我が家では、献立によって薬味を利用しますが、よく使う薬味とあまり使わない薬味ってありますよね。
使い方や組み合わせ方に自信がない場合は、レパートリーがワンパターン化しがち。
でも食べられる薬味があるなら、いつもの献立に少し使うだけで全く別の風味になることも。
使わないと損!くらいの仕事をしてくれます。
その薬味。
種類は実に様々です。
ねぎ、大葉、しょうが、みょうが、三つ葉、わさび、ゆず、大根おろし、かつおぶし、かいわれ大根、ニラ、海苔、ごま、胡椒、パセリ、パクチー、バジル、にんにく、唐辛子‥
ざっと挙げてもこれだけありますし、和食だけでなく、異国料理に欠かせないものもたくさんありますよね。

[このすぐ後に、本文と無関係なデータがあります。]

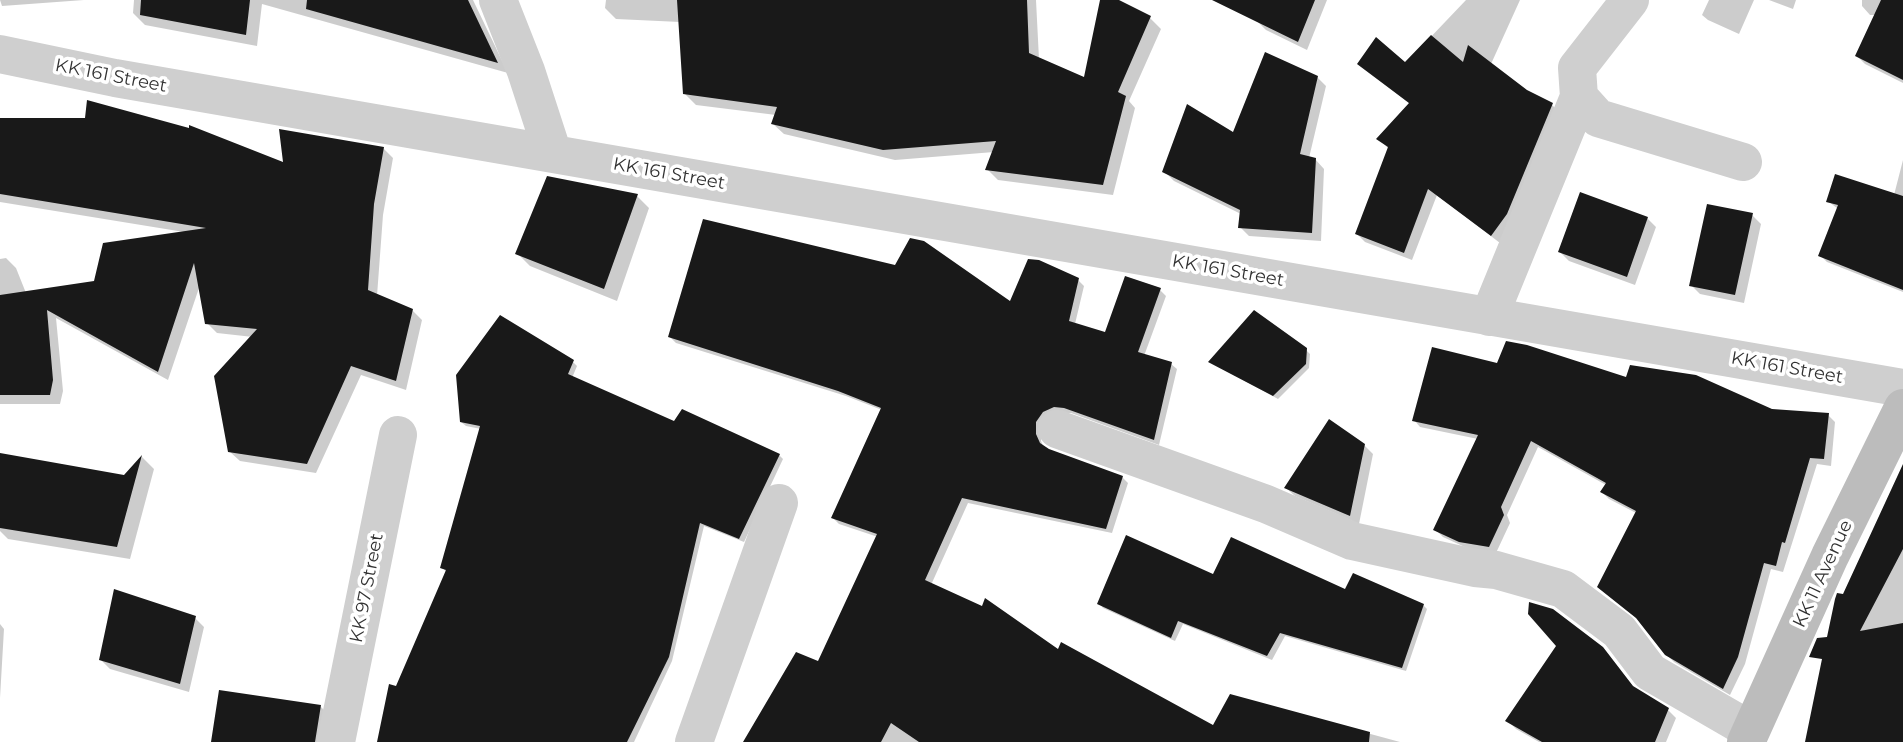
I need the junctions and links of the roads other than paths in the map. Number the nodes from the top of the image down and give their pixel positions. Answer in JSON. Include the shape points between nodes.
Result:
{"nodes":[{"id":1,"x":498,"y":0,"type":"edge"},
{"id":2,"x":1630,"y":0,"type":"edge"},
{"id":3,"x":0,"y":54,"type":"edge"},
{"id":4,"x":1579,"y":97,"type":"junction"},
{"id":5,"x":553,"y":153,"type":"junction"},
{"id":6,"x":1743,"y":162,"type":"dead end"},
{"id":7,"x":1489,"y":317,"type":"junction"},
{"id":8,"x":1903,"y":388,"type":"edge"},
{"id":9,"x":1903,"y":408,"type":"edge"},
{"id":10,"x":1057,"y":429,"type":"dead end"},
{"id":11,"x":398,"y":435,"type":"dead end"},
{"id":12,"x":779,"y":503,"type":"dead end"},
{"id":13,"x":1748,"y":736,"type":"edge"},
{"id":14,"x":337,"y":742,"type":"edge"},
{"id":15,"x":694,"y":742,"type":"edge"}],
"edges":[{"from":1,"to":5,"type":"street"},
{"from":2,"to":4,"type":"street","via":[[1577,68]]},
{"from":3,"to":5,"type":"street","name":"KK 161 Street"},
{"from":4,"to":6,"type":"street","via":[[1598,118]]},
{"from":4,"to":7,"type":"street"},
{"from":5,"to":7,"type":"street","name":"KK 161 Street"},
{"from":7,"to":8,"type":"street","name":"KK 161 Street"},
{"from":9,"to":13,"type":"main road","name":"KK 11 Avenue"},
{"from":10,"to":13,"type":"street","via":[[1266,504],[1352,541],[1496,570],[1563,589],[1619,631],[1650,672]]},
{"from":11,"to":14,"type":"street","name":"KK 97 Street"},
{"from":12,"to":15,"type":"street"}]}
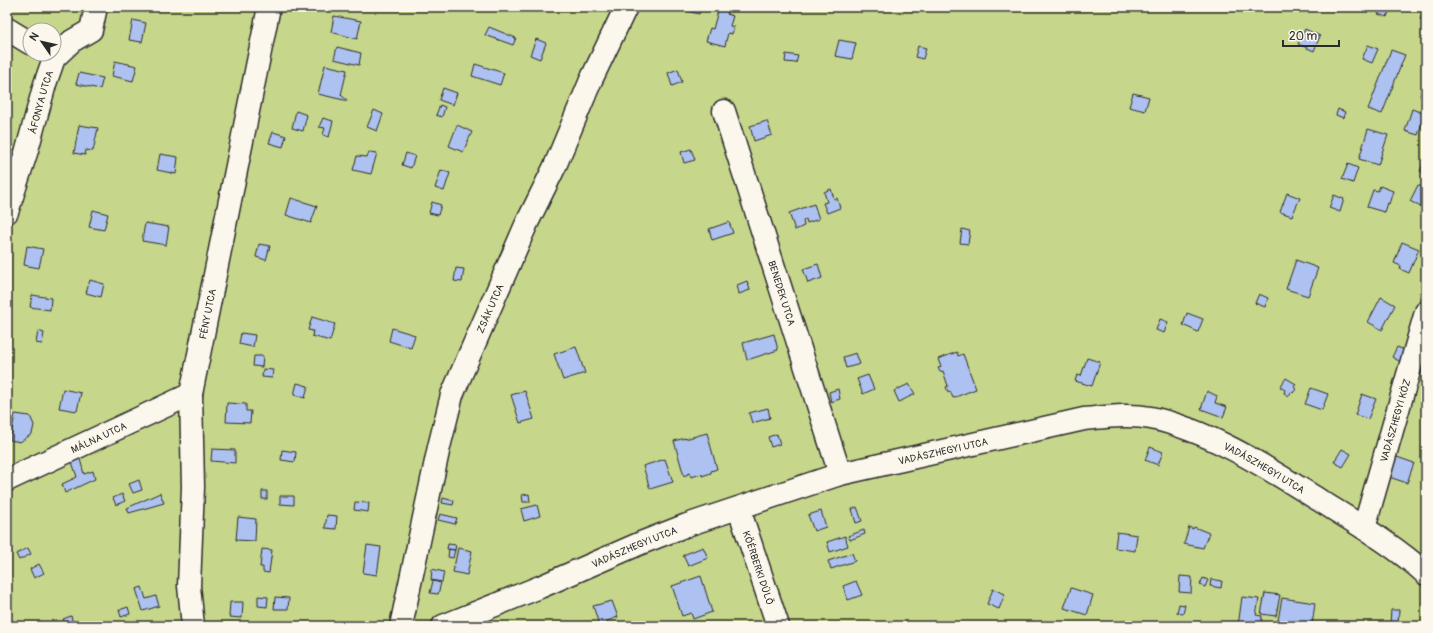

ここでは、5つの薬味の働きを挙げていますが、普段何気な〜く食べている薬味の効能を知って、さらに役立てていきましょう。
1−1.ねぎ
そのままでも、焼いても煮ても美味しいねぎ。
活用度はとても高いんではないでしょうか。
ねぎの主な栄養素としては、β−カロテン、ビタミンC、カリウムなど。
皮膚や粘膜の健康を保ってくれたり、疲労回復や冷え性改善、血栓予防、消化促進といった働きがあります。
生の辛みが苦手でも、火を通すととても甘くなるので、子どもでも食べやすくなるのが嬉しいですね。
1−2.大葉(しそ)
赤じそには抗酸化作用のあるアントシアニンが、青じそには目などの粘膜を守ったり細菌の感染を防ぐβ−カロテンが豊富。
赤じそ青じそどちらにも含まれる香り成分ペリルアルデヒドは強い殺菌力があるので、食中毒を予防したり胃の働きを丈夫にする効果があります。
また、ビタミンB2やカルシウムも多いので、食べたものの代謝を促したり、丈夫な体を作ったり気持ちを落ち着かせてくれたりと、色んな働きをしてくれるんですね。
1−3.しょうが
辛み成分のジンゲロールは、熱を加えるとショウガオールに変化し血行をよくしてくれる効果が。
新陳代謝が促進されるので、体が温まってくるんですね。
風邪のひき始めや冷え性の改善、体脂肪の分解などに効果的なので、気になるときは特に摂っていきたいもの。
しかし、一度に多くは食べられないので、料理にちょこちょこ使っていくのが便利ですね。
我が家ではよくお味噌汁に少し加えたり、肉炒めや魚の煮付けなどに入れています。風味もよくなるので嬉しいですね。
1−4.みょうが
みょうが独特の香りはα−ピネンというもの。
消化促進、食欲増進、リラックス効果をもたらしてくれます。
辛い成分のミョウガジアールは、抗菌解毒作用があるため、風邪予防にも効果的。
みょうがも大葉もしょうがも、より細かく刻むことで細胞が壊れ、成分が発生するので、できるだけ刻む方がお得になります。
1−5.バジル
バジルは、β−カロテン、カリウム、カルシウムが多いのが特徴的です。
独特の匂いには、消化促進のほか、集中力を高めたりリラックス効果もあるんですね。
焼き物、煮込み、パスタ、ピザなど、そのまま食べても火を入れても豊かな香りが立つバジル。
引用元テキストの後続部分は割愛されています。